(Stored items)
=-=-=

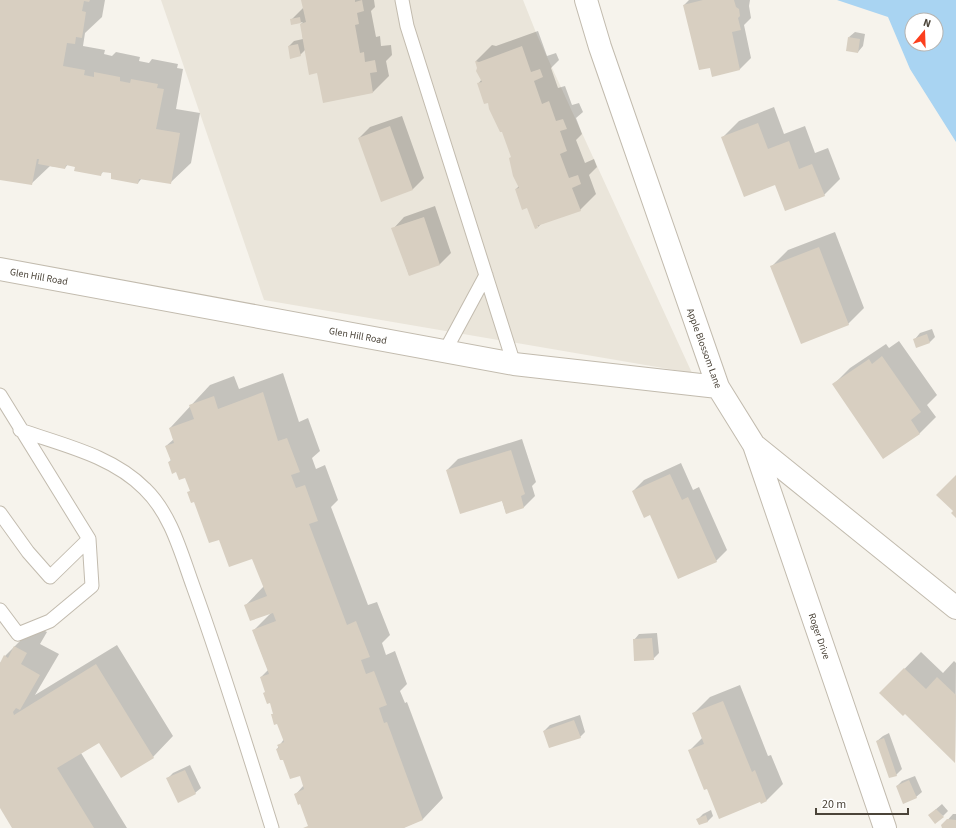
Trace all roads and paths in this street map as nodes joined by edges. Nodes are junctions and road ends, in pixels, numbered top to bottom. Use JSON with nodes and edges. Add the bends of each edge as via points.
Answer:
{"nodes":[{"id":1,"x":402,"y":0,"type":"edge"},
{"id":2,"x":586,"y":0,"type":"edge"},
{"id":3,"x":0,"y":269,"type":"edge"},
{"id":4,"x":486,"y":275,"type":"junction"},
{"id":5,"x":445,"y":351,"type":"junction"},
{"id":6,"x":514,"y":364,"type":"junction"},
{"id":7,"x":718,"y":387,"type":"junction"},
{"id":8,"x":0,"y":395,"type":"edge"},
{"id":9,"x":20,"y":430,"type":"junction"},
{"id":10,"x":754,"y":445,"type":"junction"},
{"id":11,"x":0,"y":513,"type":"edge"},
{"id":12,"x":89,"y":539,"type":"junction"},
{"id":13,"x":956,"y":608,"type":"edge"},
{"id":14,"x":0,"y":610,"type":"edge"},
{"id":15,"x":272,"y":828,"type":"edge"},
{"id":16,"x":885,"y":828,"type":"edge"}],
"edges":[{"from":1,"to":4,"type":"lane","via":[[407,26]]},
{"from":2,"to":7,"type":"street","name":"Apple Blossom Lane"},
{"from":3,"to":5,"type":"street","name":"Glen Hill Road"},
{"from":4,"to":5,"type":"lane"},
{"from":4,"to":6,"type":"lane"},
{"from":5,"to":6,"type":"street","name":"Glen Hill Road"},
{"from":6,"to":7,"type":"street","name":"Glen Hill Road"},
{"from":7,"to":10,"type":"street","name":"Apple Blossom Lane"},
{"from":8,"to":9,"type":"lane"},
{"from":9,"to":12,"type":"lane"},
{"from":9,"to":15,"type":"lane","via":[[119,468],[145,489],[162,510],[208,625]]},
{"from":10,"to":13,"type":"street","name":"Apple Blossom Lane"},
{"from":10,"to":16,"type":"street","name":"Roger Drive"},
{"from":11,"to":12,"type":"lane","via":[[50,577]]},
{"from":12,"to":14,"type":"lane","via":[[92,586],[50,621],[18,634]]}]}
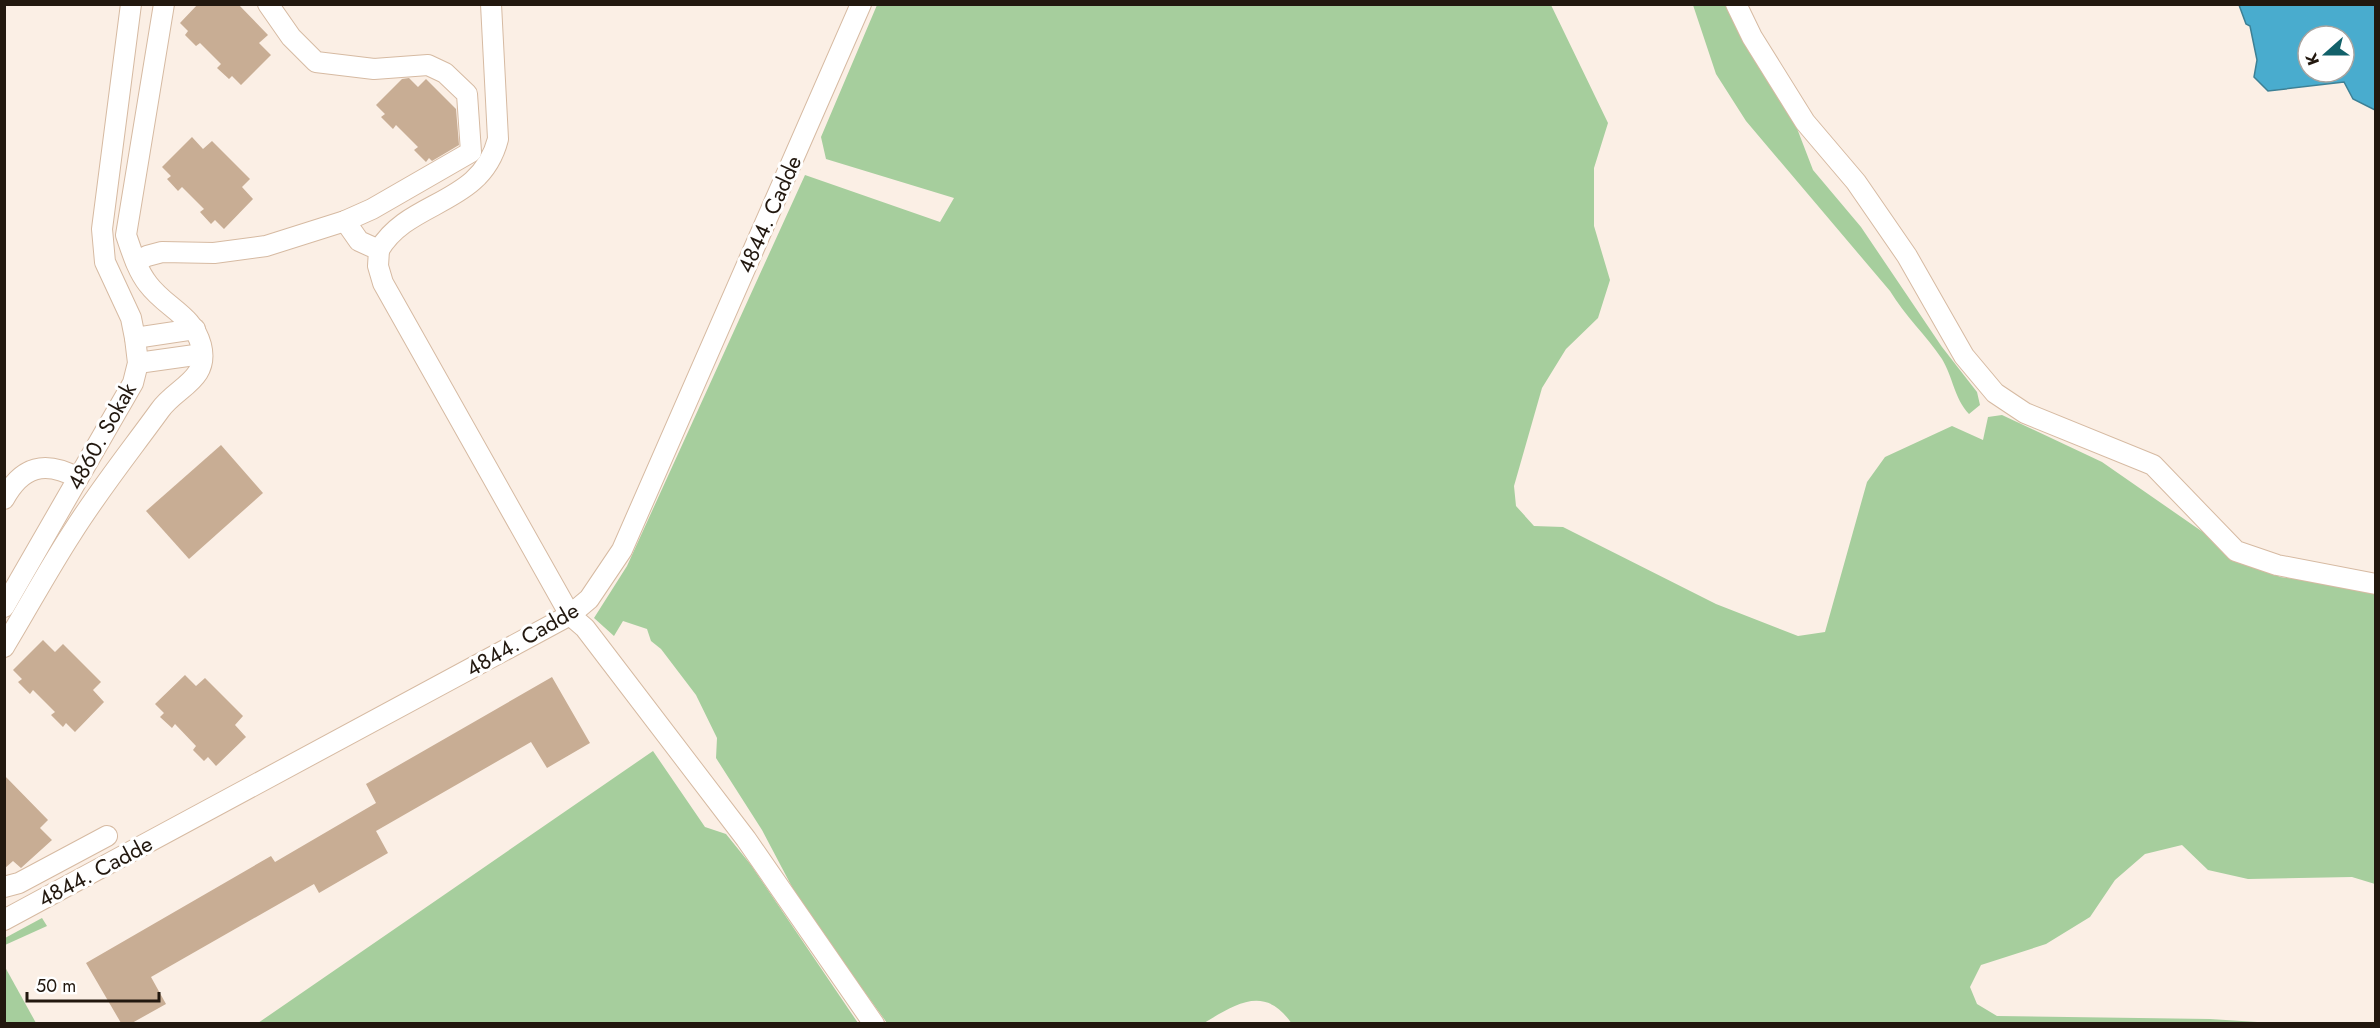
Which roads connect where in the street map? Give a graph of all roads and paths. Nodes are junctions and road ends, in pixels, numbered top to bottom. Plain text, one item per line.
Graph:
1 (131, 4) edge
2 (164, 4) edge
3 (268, 4) edge
4 (491, 4) edge
5 (861, 4) edge
6 (1736, 4) edge
7 (345, 221) junction
8 (379, 250) junction
9 (136, 262) junction
10 (195, 329) junction
11 (135, 338) junction
12 (202, 354) junction
13 (138, 363) junction
14 (78, 478) junction
15 (4, 499) edge
16 (2376, 584) edge
17 (4, 607) edge
18 (570, 615) junction
19 (4, 647) edge
20 (107, 836) dead end
21 (4, 887) edge
22 (4, 920) edge
23 (873, 1023) edge

1 - 11 street, 4860. Sokak
2 - 9 street
3 - 7 street
4 - 8 street
5 - 18 street, 4844. Cadde
6 - 16 street
7 - 8 street
7 - 9 street
8 - 18 street
9 - 10 street
10 - 11 street
10 - 12 street
11 - 13 street, 4860. Sokak
12 - 13 street
12 - 19 street
13 - 14 street, 4860. Sokak
14 - 15 street
14 - 17 street, 4860. Sokak
18 - 22 street, 4844. Cadde
18 - 23 street
20 - 21 street

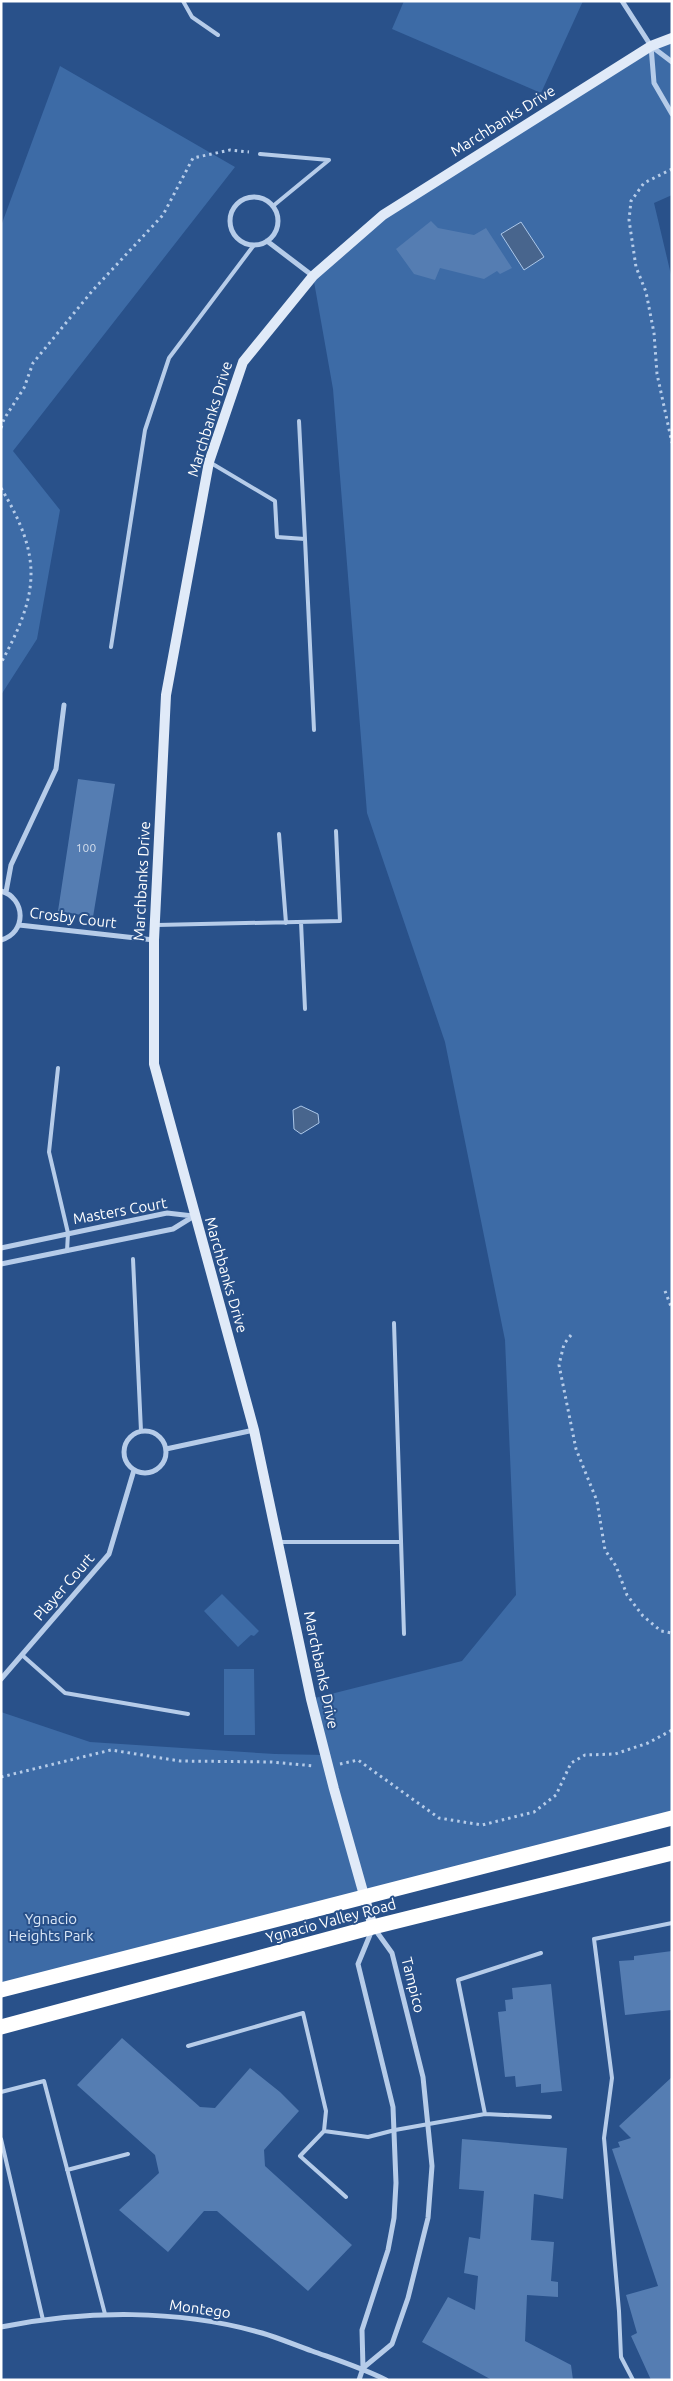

=-=-=

** Exercise directions **
Your copy should match the data exactly, apart from the images, which are dropped.

** Reply **
Trace all roads and paths in this street map as nodes joined by edges. Nodes are junctions and road ends, in pixels, numbered top to bottom. Use JSON with nodes and edges. Add the bends of each edge as via points.
Answer:
{"nodes":[{"id":1,"x":402,"y":0,"type":"edge"},
{"id":2,"x":586,"y":0,"type":"edge"},
{"id":3,"x":0,"y":269,"type":"edge"},
{"id":4,"x":486,"y":275,"type":"junction"},
{"id":5,"x":445,"y":351,"type":"junction"},
{"id":6,"x":514,"y":364,"type":"junction"},
{"id":7,"x":718,"y":387,"type":"junction"},
{"id":8,"x":0,"y":395,"type":"edge"},
{"id":9,"x":20,"y":430,"type":"junction"},
{"id":10,"x":754,"y":445,"type":"junction"},
{"id":11,"x":0,"y":513,"type":"edge"},
{"id":12,"x":89,"y":539,"type":"junction"},
{"id":13,"x":956,"y":608,"type":"edge"},
{"id":14,"x":0,"y":610,"type":"edge"},
{"id":15,"x":272,"y":828,"type":"edge"},
{"id":16,"x":885,"y":828,"type":"edge"}],
"edges":[{"from":1,"to":4,"type":"lane","via":[[407,26]]},
{"from":2,"to":7,"type":"street","name":"Apple Blossom Lane"},
{"from":3,"to":5,"type":"street","name":"Glen Hill Road"},
{"from":4,"to":5,"type":"lane"},
{"from":4,"to":6,"type":"lane"},
{"from":5,"to":6,"type":"street","name":"Glen Hill Road"},
{"from":6,"to":7,"type":"street","name":"Glen Hill Road"},
{"from":7,"to":10,"type":"street","name":"Apple Blossom Lane"},
{"from":8,"to":9,"type":"lane"},
{"from":9,"to":12,"type":"lane"},
{"from":9,"to":15,"type":"lane","via":[[119,468],[145,489],[162,510],[208,625]]},
{"from":10,"to":13,"type":"street","name":"Apple Blossom Lane"},
{"from":10,"to":16,"type":"street","name":"Roger Drive"},
{"from":11,"to":12,"type":"lane","via":[[50,577]]},
{"from":12,"to":14,"type":"lane","via":[[92,586],[50,621],[18,634]]}]}
Which roads connect where in the street map? Give a graph of all roads and paths. Nodes are junctions and road ends, in pixels, numbered top to bottom. Plain text, one item per line.
Graph:
1 (131, 4) edge
2 (164, 4) edge
3 (268, 4) edge
4 (491, 4) edge
5 (861, 4) edge
6 (1736, 4) edge
7 (345, 221) junction
8 (379, 250) junction
9 (136, 262) junction
10 (195, 329) junction
11 (135, 338) junction
12 (202, 354) junction
13 (138, 363) junction
14 (78, 478) junction
15 (4, 499) edge
16 (2376, 584) edge
17 (4, 607) edge
18 (570, 615) junction
19 (4, 647) edge
20 (107, 836) dead end
21 (4, 887) edge
22 (4, 920) edge
23 (873, 1023) edge

1 - 11 street, 4860. Sokak
2 - 9 street
3 - 7 street
4 - 8 street
5 - 18 street, 4844. Cadde
6 - 16 street
7 - 8 street
7 - 9 street
8 - 18 street
9 - 10 street
10 - 11 street
10 - 12 street
11 - 13 street, 4860. Sokak
12 - 13 street
12 - 19 street
13 - 14 street, 4860. Sokak
14 - 15 street
14 - 17 street, 4860. Sokak
18 - 22 street, 4844. Cadde
18 - 23 street
20 - 21 street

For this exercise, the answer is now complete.